- The poster for Bellator 290: Bader vs. Fedor 2
- Promotion: Bellator MMA
- Date: February 4, 2023
- Venue: Kia Forum
- City: Inglewood, California, United States

Event chronology
| Bellator MMA vs. Rizin FF | Bellator 290: Bader vs. Fedor 2 | Bellator 291: Amosov vs. Storley 2 |

= Bellator 290 =

Bellator mixed martial arts event in 2023

Bellator 290: Bader vs. Fedor 2 was a mixed martial arts event produced by Bellator MMA that took place on February 4, 2023, at the Kia Forum in Inglewood, California, United States. The card aired live on CBS and Paramount Plus, the first time the promotion has aired live on the network and the first time MMA has been broadcast live on CBS since 2010.

== Background ==
The event marked the promotion's seventh visit to Inglewood and first since Bellator 263 in July 2021.

The main event of the Bellator 290 featured MMA veteran and former PRIDE Heavyweight Champion Fedor Emelianenko's last fight before his retirement. Emelianenko challenged Bellator Heavyweight champion Ryan Bader (also former Bellator Light Heavyweight Champion and The Ultimate Fighter: Team Nogueira vs. Team Mir light heavyweight winner) for the title. The fight, which was the first event of 2023 for the promotion, was a rematch of their January 2019 encounter in which Bader defeated his opponent by TKO in the first round to win the Bellator Heavyweight World Championship.

The event was shown live on CBS and Paramount Plus, marking the first time the promotion has done so and the first time MMA has been broadcast live on the network since 2010.

A Bellator Light Heavyweight World Championship bout between current champion Vadim Nemkov (also the Bellator Light Heavyweight World Grand Prix Champion) and former UFC Middleweight title contender Yoel Romero was expected to take place at the event. However, Nemkov withdrew for undisclosed reasons and the bout was cancelled.

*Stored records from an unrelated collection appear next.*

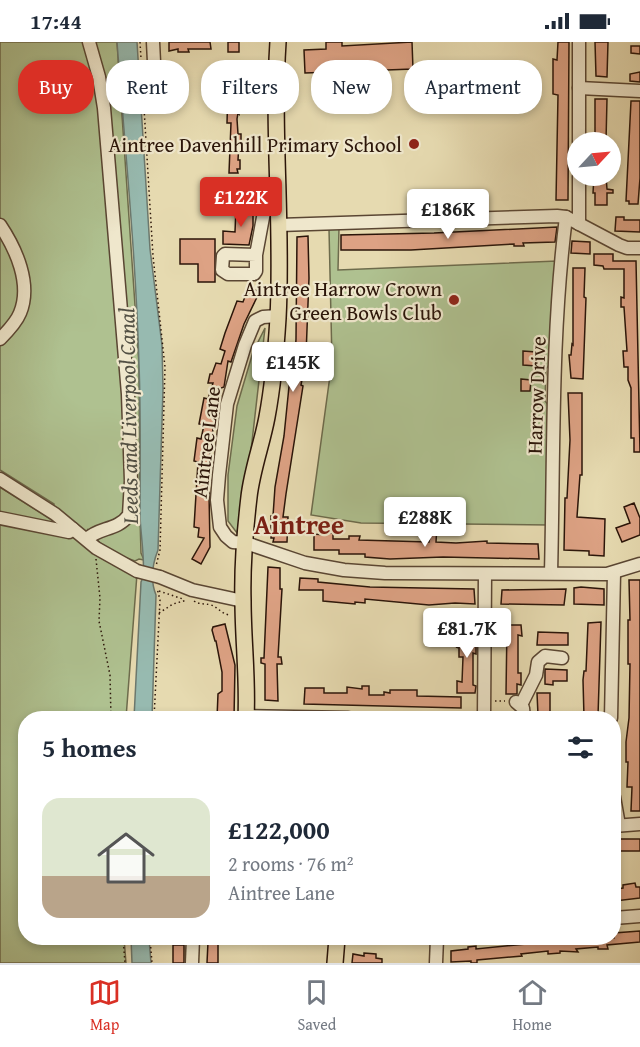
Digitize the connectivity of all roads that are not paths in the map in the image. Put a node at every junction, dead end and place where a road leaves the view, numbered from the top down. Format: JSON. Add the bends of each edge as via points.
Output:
{"nodes":[{"id":1,"x":89,"y":42,"type":"edge"},
{"id":2,"x":153,"y":42,"type":"edge"},
{"id":3,"x":278,"y":42,"type":"edge"},
{"id":4,"x":579,"y":42,"type":"edge"},
{"id":5,"x":154,"y":60,"type":"edge"},
{"id":6,"x":579,"y":88,"type":"junction"},
{"id":7,"x":640,"y":91,"type":"edge"},
{"id":8,"x":579,"y":132,"type":"edge"},
{"id":9,"x":579,"y":186,"type":"edge"},
{"id":10,"x":278,"y":206,"type":"junction"},
{"id":11,"x":566,"y":217,"type":"junction"},
{"id":12,"x":579,"y":224,"type":"junction"},
{"id":13,"x":0,"y":225,"type":"edge"},
{"id":14,"x":279,"y":225,"type":"junction"},
{"id":15,"x":640,"y":248,"type":"edge"},
{"id":16,"x":278,"y":258,"type":"junction"},
{"id":17,"x":278,"y":316,"type":"junction"},
{"id":18,"x":0,"y":339,"type":"edge"},
{"id":19,"x":0,"y":479,"type":"edge"},
{"id":20,"x":0,"y":518,"type":"edge"},
{"id":21,"x":73,"y":529,"type":"junction"},
{"id":22,"x":87,"y":539,"type":"junction"},
{"id":23,"x":246,"y":543,"type":"junction"},
{"id":24,"x":640,"y":564,"type":"edge"},
{"id":25,"x":551,"y":573,"type":"junction"},
{"id":26,"x":614,"y":573,"type":"junction"},
{"id":27,"x":485,"y":574,"type":"junction"},
{"id":28,"x":243,"y":609,"type":"junction"},
{"id":29,"x":562,"y":658,"type":"dead end"},
{"id":30,"x":246,"y":711,"type":"edge"},
{"id":31,"x":484,"y":711,"type":"edge"},
{"id":32,"x":523,"y":711,"type":"edge"},
{"id":33,"x":611,"y":711,"type":"edge"},
{"id":34,"x":640,"y":824,"type":"edge"},
{"id":35,"x":621,"y":825,"type":"edge"},
{"id":36,"x":640,"y":916,"type":"edge"},
{"id":37,"x":621,"y":917,"type":"edge"},
{"id":38,"x":193,"y":945,"type":"edge"},
{"id":39,"x":336,"y":945,"type":"edge"},
{"id":40,"x":437,"y":945,"type":"edge"},
{"id":41,"x":192,"y":963,"type":"edge"},
{"id":42,"x":335,"y":963,"type":"edge"},
{"id":43,"x":436,"y":963,"type":"edge"}],
"edges":[{"from":1,"to":22,"type":"street","via":[[104,108],[128,394],[131,481],[129,515],[117,526]]},
{"from":2,"to":5,"type":"street"},
{"from":3,"to":10,"type":"main road"},
{"from":4,"to":6,"type":"street"},
{"from":6,"to":7,"type":"street"},
{"from":6,"to":8,"type":"street"},
{"from":9,"to":12,"type":"street"},
{"from":10,"to":14,"type":"main road"},
{"from":10,"to":16,"type":"street","via":[[264,212],[256,257]]},
{"from":11,"to":12,"type":"street"},
{"from":11,"to":14,"type":"street","via":[[494,216]]},
{"from":11,"to":25,"type":"street","name":"Harrow Drive","via":[[554,384]]},
{"from":12,"to":15,"type":"street","via":[[619,245]]},
{"from":13,"to":18,"type":"street","via":[[21,269],[23,294],[20,313]]},
{"from":14,"to":16,"type":"main road"},
{"from":16,"to":17,"type":"main road"},
{"from":17,"to":23,"type":"main road","via":[[275,367],[249,495]]},
{"from":17,"to":23,"type":"street","name":"Aintree Lane","via":[[255,321],[227,404],[217,500],[220,527],[233,542]]},
{"from":19,"to":21,"type":"street"},
{"from":20,"to":21,"type":"street","via":[[69,532]]},
{"from":21,"to":22,"type":"street"},
{"from":22,"to":28,"type":"street","bridge":true,"via":[[137,571]]},
{"from":23,"to":27,"type":"street","via":[[344,570]]},
{"from":23,"to":28,"type":"main road"},
{"from":24,"to":26,"type":"street"},
{"from":25,"to":26,"type":"street"},
{"from":25,"to":27,"type":"street"},
{"from":26,"to":33,"type":"street"},
{"from":27,"to":31,"type":"street"},
{"from":28,"to":30,"type":"main road"},
{"from":29,"to":32,"type":"street","via":[[545,656],[538,662],[536,675],[518,703]]},
{"from":34,"to":35,"type":"street"},
{"from":36,"to":37,"type":"street"},
{"from":38,"to":41,"type":"street"},
{"from":39,"to":42,"type":"main road"},
{"from":40,"to":43,"type":"street"}]}
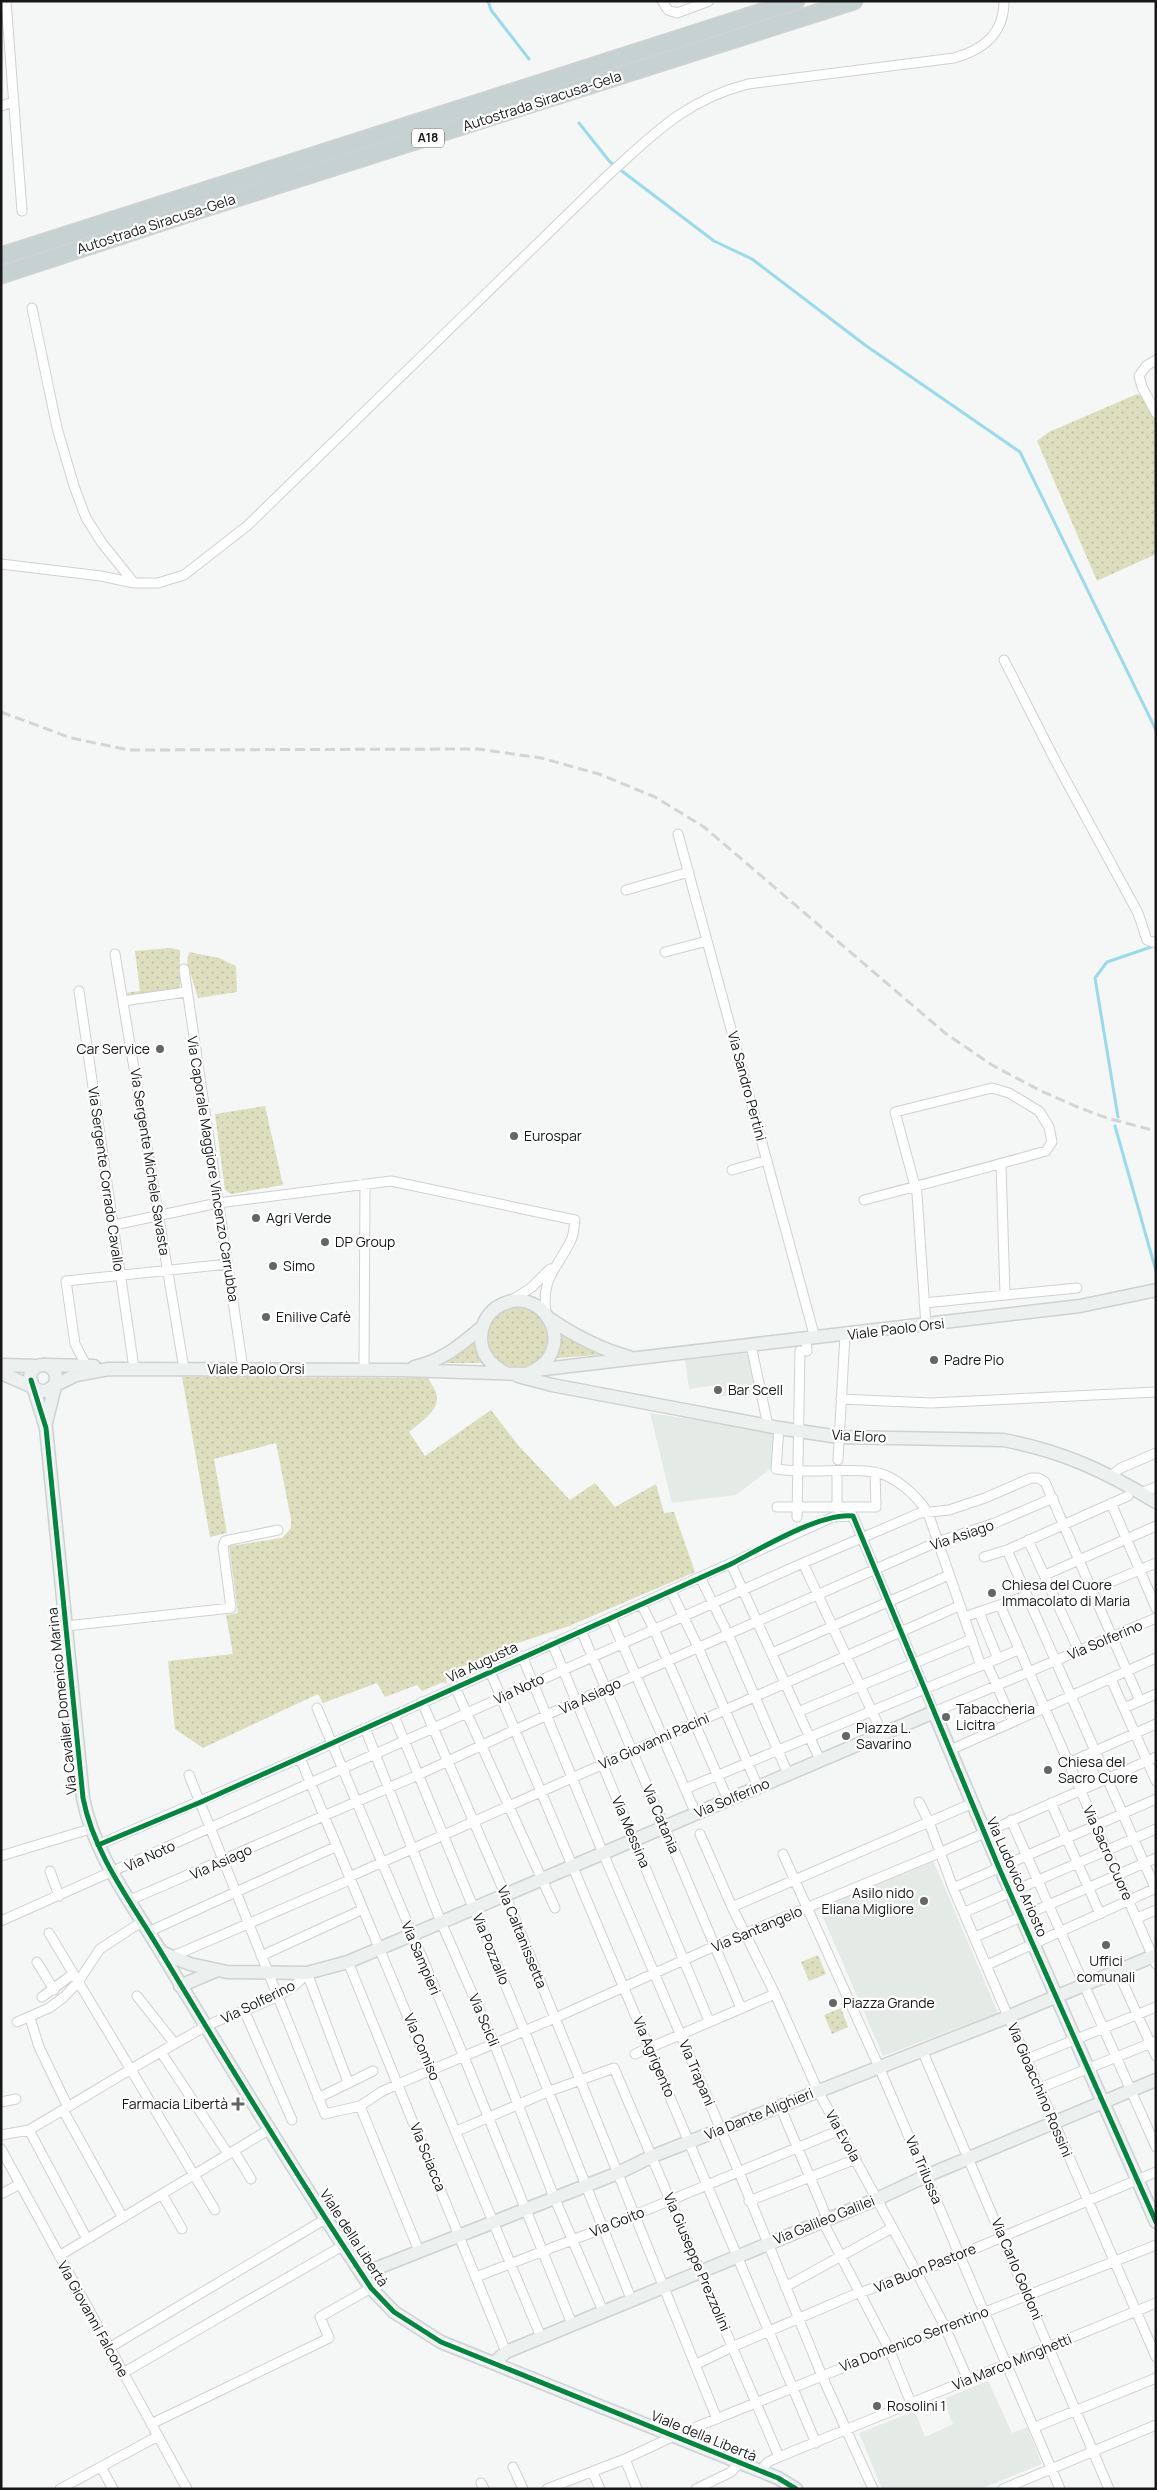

A Bellator Middleweight World Championship bout between current champion Johnny Eblen and Anatoly Tokov served as the new co-main event.

Neiman Gracie and Michael Lombardo were scheduled to face each other at this event. However, two weeks before the event, Lombardo was forced to withdraw from the bout and he was replaced by Dante Schiro.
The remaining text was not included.